═══ The data
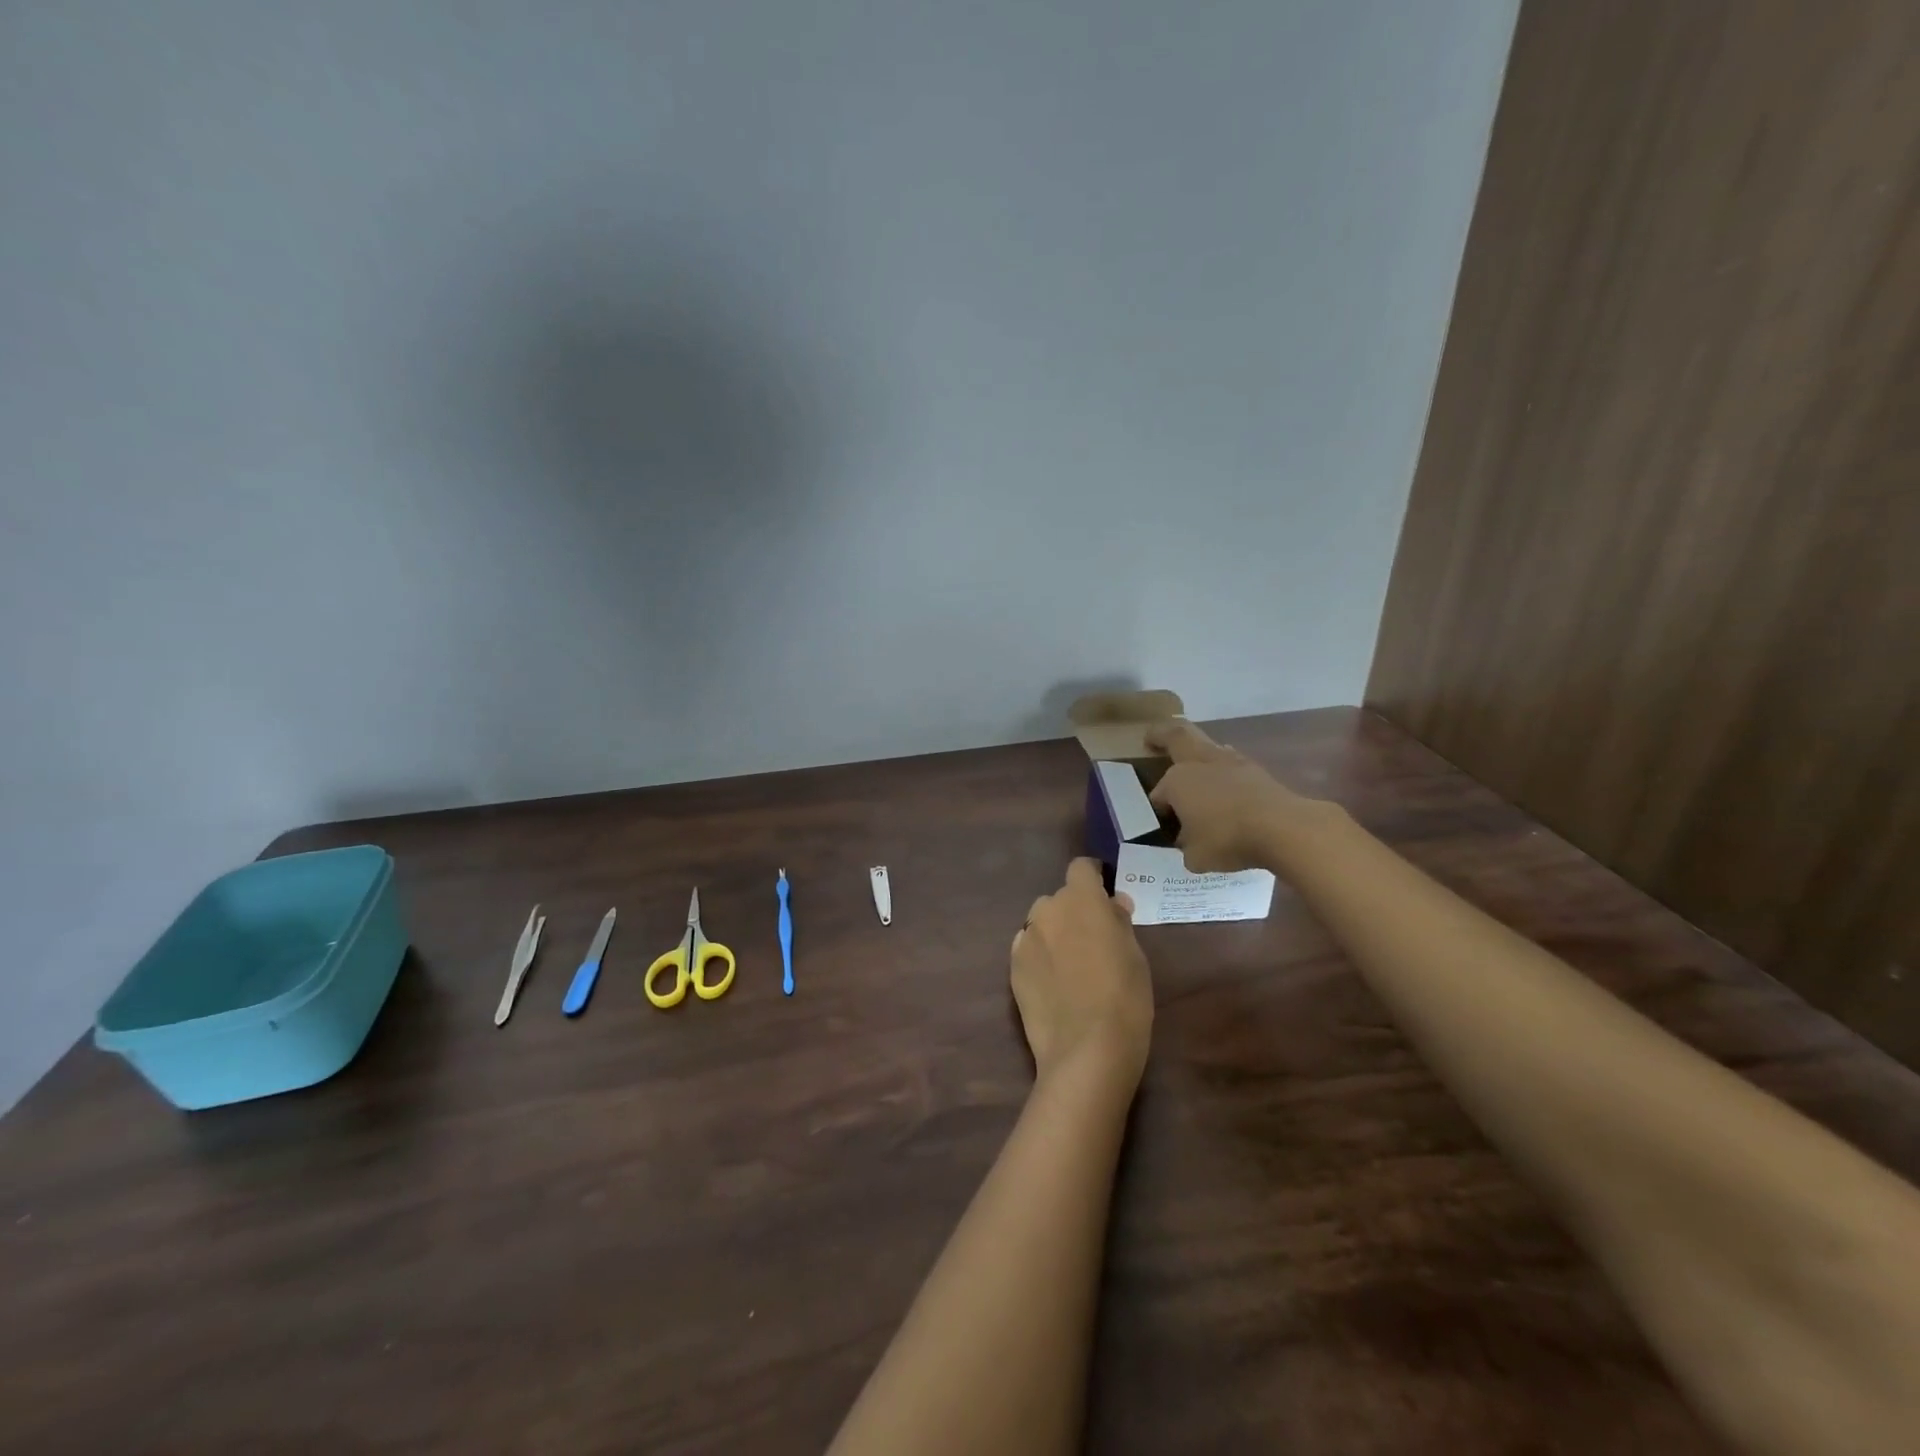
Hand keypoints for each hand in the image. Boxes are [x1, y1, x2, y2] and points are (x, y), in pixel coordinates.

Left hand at [1011, 859, 1152, 1084]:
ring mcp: (1026, 938)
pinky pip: (1028, 947)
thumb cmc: (1124, 998)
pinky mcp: (1013, 966)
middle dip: (1075, 911)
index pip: (1081, 867)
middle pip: (1061, 898)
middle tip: (1093, 940)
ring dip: (1055, 931)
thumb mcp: (1135, 956)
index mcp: (1082, 899)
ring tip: (1071, 964)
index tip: (1104, 895)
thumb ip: (1119, 922)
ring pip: (1042, 922)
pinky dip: (1040, 955)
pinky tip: (1053, 982)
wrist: (1086, 1049)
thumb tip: (1113, 903)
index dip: (1093, 877)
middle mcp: (1048, 909)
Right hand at [1145, 719, 1319, 872]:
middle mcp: (1201, 763)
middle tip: (1152, 737)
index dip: (1158, 808)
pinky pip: (1232, 766)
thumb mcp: (1196, 856)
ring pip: (1208, 747)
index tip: (1163, 823)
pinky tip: (1226, 789)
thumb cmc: (1228, 839)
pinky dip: (1224, 773)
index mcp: (1177, 781)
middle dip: (1162, 735)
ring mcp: (1232, 763)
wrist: (1282, 828)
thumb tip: (1190, 842)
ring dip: (1199, 753)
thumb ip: (1188, 847)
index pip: (1159, 793)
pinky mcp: (1258, 771)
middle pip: (1178, 737)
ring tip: (1195, 766)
══════
▸ **Your goal**
Scan the entries above for the string "pinky", and copy every line where it turns up.

▸ **Written solution**
pinky pip: (1028, 947)
pinky mcp: (1013, 966)
pinky dip: (1040, 955)
pinky tip: (1053, 982)
pinky pip: (1232, 766)
pinky tip: (1226, 789)
pinky dip: (1224, 773)
pinky mcp: (1258, 771)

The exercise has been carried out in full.